By studying Kerning’s two works, the members of the Blue Star Lodge
came to the conclusion that one needs a knowledgeable guide for spiritual
development, which is why they searched intensively for one (Weinfurter
1986 [1923]: 50). The Viennese theosophists Eckstein and/or Leiningen-Billigheim eventually established contact between the Blue Star Lodge and
Mailänder. When it turned out that this spiritual guide was a Christian mystic,
it was a cold shower for the Prague theosophists, “for we imagined that the
only salvation was either in Indian mysticism or in occult practices” (ibid.:
59). At least Meyrink seriously got involved with Mailänder as a spiritual
leader, although he could never really agree with his religious views.
Eckstein had access to Kerning’s practices both as a student of Mailänder
and from a second source. Jules Sauerwein (1880–1967) reports that Eckstein
told him that he had received his knowledge of the Kerning exercises from a
certain “W.,” a pupil of Kerning whom he had met in Stuttgart (Sauerwein
1929: 414). This abbreviation probably stands for the building inspector
“Weiß” from Stuttgart, to whom the publisher Karl Rohm (1873–1948) dedicated the new edition of Kolb’s Die Wiedergeburt in 1905. According to
Rohm, Weiß was the only pupil of Kerning still alive at the time. Rohm received Kolb’s text on the letter method from Weiß to reprint it (Kolb 1935:
3-4). In the third edition of this work, Rohm mentioned that Weiß died in
1916 at the age of 93 (ibid.: 3). He may well have been an informant or even
a teacher for Eckstein.
Because of his father’s acquaintance with Kerning, Carl Polycarp zu
Leiningen-Billigheim had special access to his teachings and writings and
apparently knew more about him than was known in the Mailänder circle. In
1886, Carl Wenzeslaus wrote in a letter to Hübbe-Schleiden that he had received meditation instructions from Kerning himself. As he remarks: “The
teaching itself becomes clearer to the student when he receives it, like me,
from the master himself as his own property, rather than when it is only transmitted by third or fourth explanation or unclear manuscripts” 103 (LeiningenBilligheim 1886).
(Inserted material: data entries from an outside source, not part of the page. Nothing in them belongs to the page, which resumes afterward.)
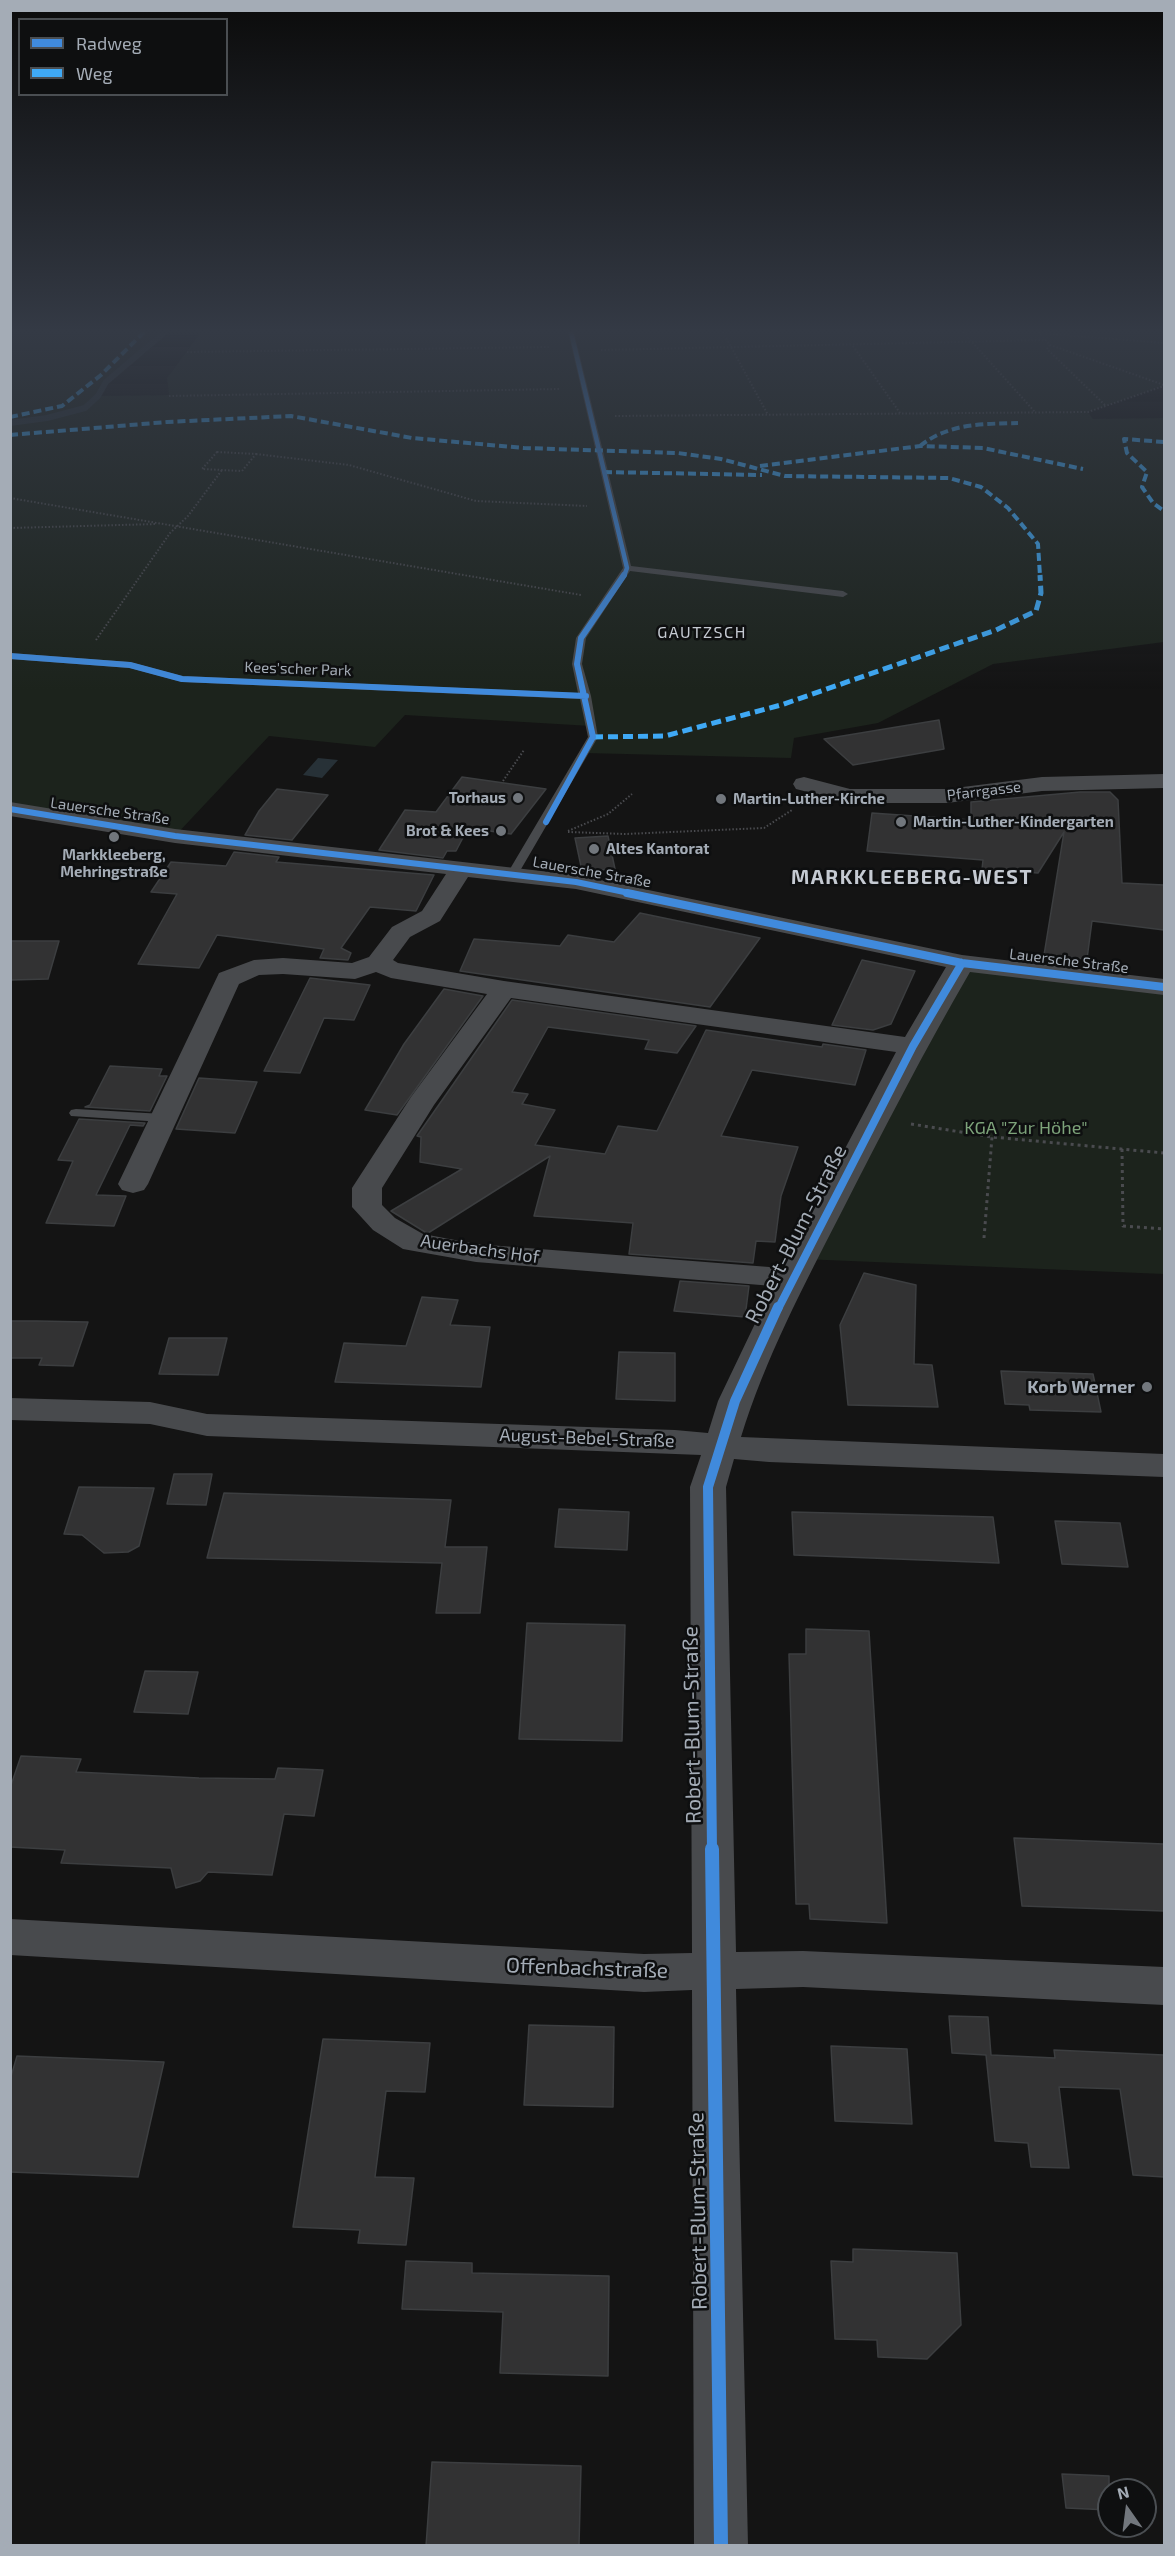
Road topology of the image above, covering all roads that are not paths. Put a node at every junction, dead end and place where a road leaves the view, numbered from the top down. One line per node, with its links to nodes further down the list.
1 (599, 451): 2 (lane)
2 (627, 568): 3 (lane); 5 (lane)
3 (843, 594)
4 (10, 656): 5 (lane, Kees'scher Park)
5 (587, 701): 11 (lane)
6 (1164, 781): 7 (street, Pfarrgasse)
7 (804, 784)
8 (21, 812): 9 (street); 10 (street, Lauersche Straße)
9 (10, 833)
10 (461, 869): 11 (street, Lauersche Straße); 12 (street)
11 (513, 874): 13 (street, Lauersche Straße)
12 (378, 962): 15 (street); 18 (street)
13 (962, 963): 14 (street, Lauersche Straße); 16 (street, Robert-Blum-Straße)
14 (1164, 987)
15 (504, 988): 16 (street); 20 (street, Auerbachs Hof)
16 (913, 1046): 20 (street, Robert-Blum-Straße)
17 (76, 1113): 18 (lane)
18 (163, 1118): 19 (street)
19 (133, 1184)
20 (792, 1278): 22 (street, Robert-Blum-Straße)
21 (10, 1408): 22 (street, August-Bebel-Straße)
22 (721, 1446): 23 (street, August-Bebel-Straße); 25 (street, Robert-Blum-Straße)
23 (1164, 1466)
24 (10, 1937): 25 (street, Offenbachstraße)
25 (713, 1971): 26 (street, Offenbachstraße); 27 (street, Robert-Blum-Straße)
26 (1164, 1986)
27 (721, 2546)

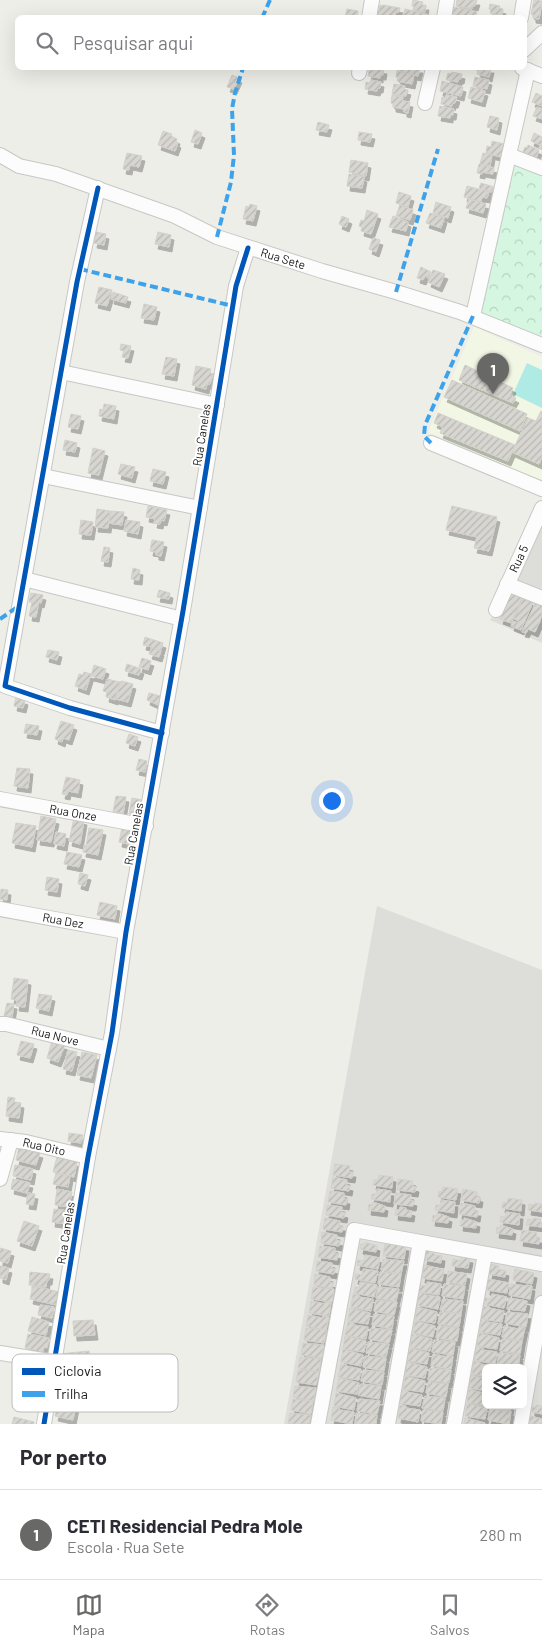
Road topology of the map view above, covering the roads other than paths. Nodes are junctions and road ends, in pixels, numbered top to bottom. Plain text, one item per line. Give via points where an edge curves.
1 (372, 0) edge
2 (448, 0) edge
3 (524, 0) edge
4 (370, 15) edge
5 (445, 15) edge
6 (522, 15) edge
7 (535, 34) edge
8 (527, 46) edge
9 (432, 70) edge
10 (525, 70) edge
11 (527, 70) edge
12 (542, 76) edge
13 (425, 103) dead end
14 (0, 155) edge
15 (509, 155) junction
16 (542, 168) edge
17 (98, 188) junction
18 (248, 248) junction
19 (473, 316) junction
20 (542, 345) edge
21 (61, 372) junction
22 (216, 406) junction
23 (431, 443) dead end
24 (42, 476) junction
25 (542, 489) edge
26 (200, 508) junction
27 (541, 511) edge
28 (24, 579) junction
29 (507, 584) junction
30 (542, 598) edge
31 (496, 610) dead end
32 (182, 619) junction
33 (162, 733) junction
34 (0, 800) edge
35 (146, 826) junction
36 (0, 909) edge
37 (126, 932) junction
38 (0, 1024) edge
39 (109, 1049) junction
40 (5, 1140) edge
41 (88, 1158) junction
42 (0, 1179) edge
43 (420, 1242) junction
44 (485, 1254) junction
45 (542, 1264) edge
46 (542, 1303) edge
47 (55, 1354) edge
48 (318, 1424) edge
49 (388, 1424) edge
50 (454, 1424) edge
51 (520, 1424) edge

1 - 4 street
2 - 5 street
3 - 6 street
7 - 8 street
9 - 13 street
10 - 15 street
11 - 12 street
14 - 17 street, Rua Sete via 19,166
15 - 16 street
15 - 19 street
17 - 18 street, Rua Sete via 175,216
17 - 21 street
18 - 19 street, Rua Sete
18 - 22 street, Rua Canelas via 236,286
19 - 20 street, Rua Sete
21 - 22 street
21 - 24 street
22 - 26 street, Rua Canelas
23 - 25 street
24 - 26 street
24 - 28 street
26 - 32 street, Rua Canelas
27 - 29 street, Rua 5
28 - 32 street
28 - 33 street via 5,686
29 - 30 street
29 - 31 street, Rua 5
32 - 33 street, Rua Canelas
33 - 35 street, Rua Canelas
34 - 35 street, Rua Onze
35 - 37 street, Rua Canelas
36 - 37 street, Rua Dez
37 - 39 street, Rua Canelas
38 - 39 street, Rua Nove
39 - 41 street, Rua Canelas
40 - 41 street, Rua Oito
40 - 42 street
41 - 47 street, Rua Canelas
43 - 44 street
43 - 48 street via 354,1230
43 - 49 street
44 - 45 street
44 - 50 street
46 - 51 street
The description of the exercises that he adds to this remark
includes the full spectrum of Kerning’s language-based methods:
His rules of speaking with God seemed to me at that time to be as simple as
calculating and writing; the art consists in the skill of recognising and recording numbers and letters; everything else is “practice,” that is how it is with the
103 “Die Lehre selbst wird dem Schüler eher klar, wenn er sie, wie ich, von dem Meister selbst als Eigenthum erhält, als wenn sie erst durch dritte oder vierte Erklärung oder
undeutliche Manuscripte übertragen wird.”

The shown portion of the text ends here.